NOTE: I will be using the terms Vision Transformer & ViT interchangeably throughout this blog post and
both refer to architecture described in An Image is Worth 16x16 Words: Transformers for Image Recognition at
Scale paper.
3 Key Contributions
The key contributions from this paper were not in terms of a new architecture, but rather the application of an
existing architecture (Transformers), to the field of Computer Vision. It is the training method and the dataset
used to pretrain the network, that were key for ViT to get excellent results compared to SOTA (State of the Art)
on ImageNet.
So, there aren’t a lot of new things to introduce in this post, but rather how to use the existing Transformer
architecutre and apply it to Computer Vision. Thus, if the reader knows about Transformers, this blog post and
the research paper itself should be a fairly simple read.
We will be using a top down approach to understand the Visual Transformer architecture. We will first start by
looking at the overall architecture and then dig deeper into each of the five steps in the overall architecture.
As an overall method, from the paper: > We split an image into fixed-size patches, linearly embed each of them,
add position embeddings, and feed the resulting sequence of vectors to a standard Transformer encoder. In
order to perform classification, we use the standard approach of adding an extra learnable “classification
token” to the sequence. The illustration of the Transformer encoder was inspired by Vaswani et al. (2017)
The overall architecture can be described easily in five simple steps below: 1. Split an input image into patches.
2. Get linear embeddings (representation) from each patch referred to as Patch Embeddings. 3. Add position
embeddings and a [cls] token to each of the Patch Embeddings. 4. Pass through a Transformer Encoder
and get the output values for each of the [cls] tokens. 5. Pass the representations of [cls] tokens through
a MLP Head to get final class predictions.

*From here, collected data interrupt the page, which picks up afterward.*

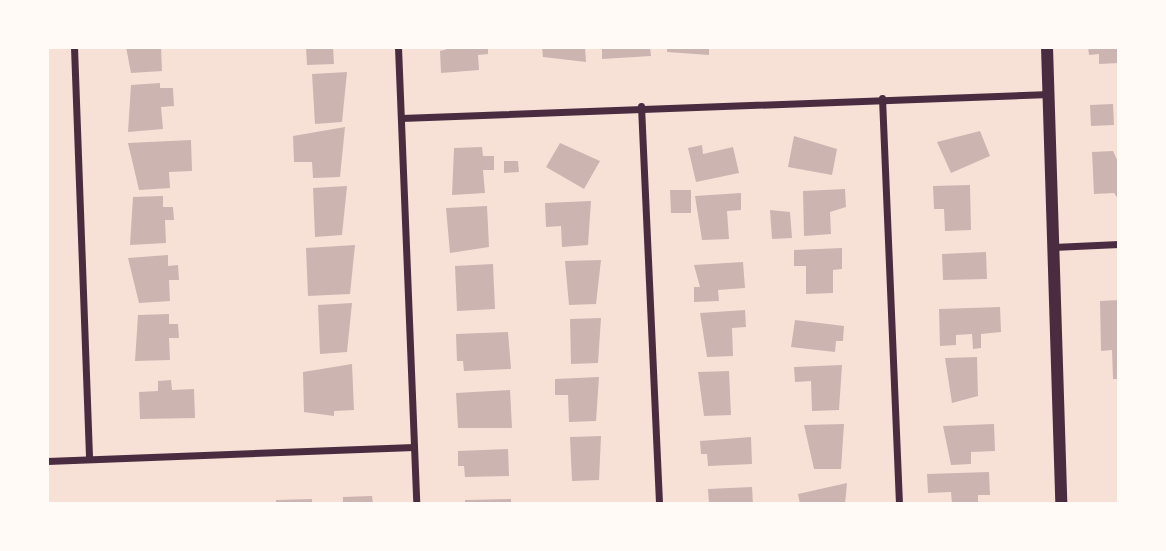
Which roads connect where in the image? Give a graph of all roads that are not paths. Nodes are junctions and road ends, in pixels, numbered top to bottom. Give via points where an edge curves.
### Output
1 (74, 47) edge
2 (398, 47) edge
3 (1047, 47) edge
4 (1050, 94) junction
5 (883, 98) junction
6 (641, 106) junction
7 (401, 118) junction
8 (1119, 244) edge
9 (1053, 247) junction
10 (414, 447) junction
11 (89, 458) junction
12 (47, 461) edge
13 (416, 504) edge
14 (659, 504) edge
15 (899, 504) edge
16 (1061, 504) edge

1 - 11 street
2 - 7 street
3 - 4 street
4 - 5 street
4 - 9 street
5 - 6 street
5 - 15 street
6 - 7 street
6 - 14 street
7 - 10 street
8 - 9 street
9 - 16 street
10 - 11 street
10 - 13 street
11 - 12 street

Note that there is a MLP inside the Transformer Encoder and a MLP Head that gives the class
predictions, these two are different.
Let’s now look at the five steps again with the help of fig-2 . Let’s imagine that we want to classify a 3
channel (RGB) input image of a frog of size 224 x 224 .
The first step is to create patches all over the image of patch size 16 x 16 . Thus we create 14 x 14 or 196
such patches. We can have these patches in a straight line as in fig-2 where the first patch comes from the
top-left of the input image and the last patch comes from the bottom-right. As can be seen from the figure, the
patch size is 3 x 16 x 16 where 3 represents the number of channels (RGB).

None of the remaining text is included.